Abstract

Deep neural network models used for medical image segmentation are large because they are trained with high-resolution three-dimensional (3D) images. Graphics processing units (GPUs) are widely used to accelerate training. However, the memory on a GPU is not large enough to train the models. A popular approach to tackling this problem is the patch-based method, which divides a large image into small patches and trains the models with these small patches. However, this method degrades the segmentation quality if a target object spans multiple patches. In this paper, we propose a novel approach for 3D medical image segmentation that utilizes the data-swapping method, which swaps out intermediate data from GPU memory to CPU memory to enlarge the effective GPU memory size for training high-resolution 3D medical images without patching. We enhanced the existing data-swapping method by introducing swapping inside forward propagation and selective swapping of analysis path in order to train 3D U-Net effectively.

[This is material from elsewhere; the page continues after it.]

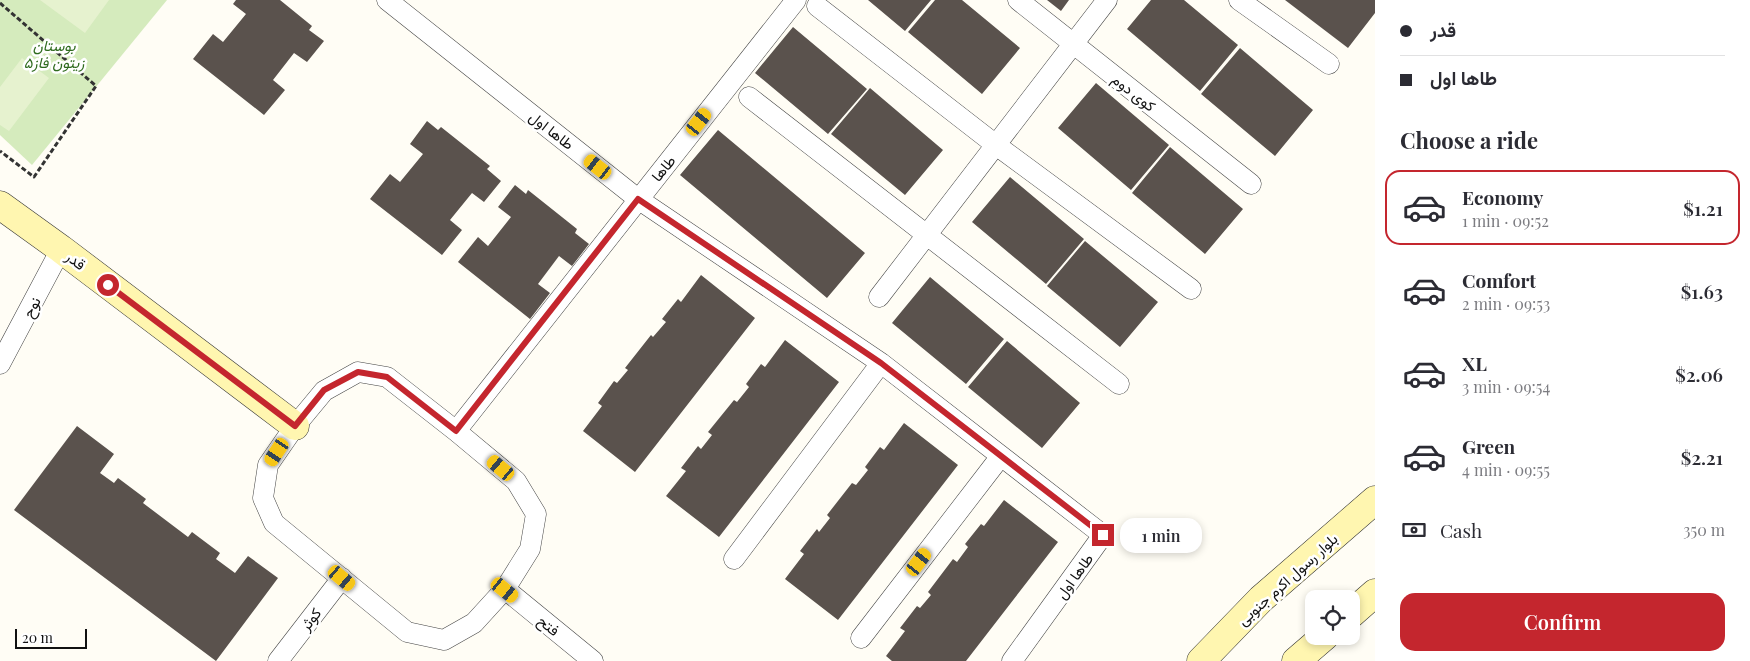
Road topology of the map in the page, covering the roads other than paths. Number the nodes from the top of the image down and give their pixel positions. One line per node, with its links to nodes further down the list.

We applied this approach to train 3D U-Net with full-size images of 192 × 192 × 192 voxels for a brain tumor dataset. Compared with the patch-based method for patches of 128 × 128 × 128 voxels, our approach improved the mean Dice score by 3.9 percentage points and 4.1 percentage points when detecting a whole tumor sub-region and a tumor core sub-region, respectively. The total training time was reduced from 164 h to 47 h, resulting in an acceleration of 3.53 times.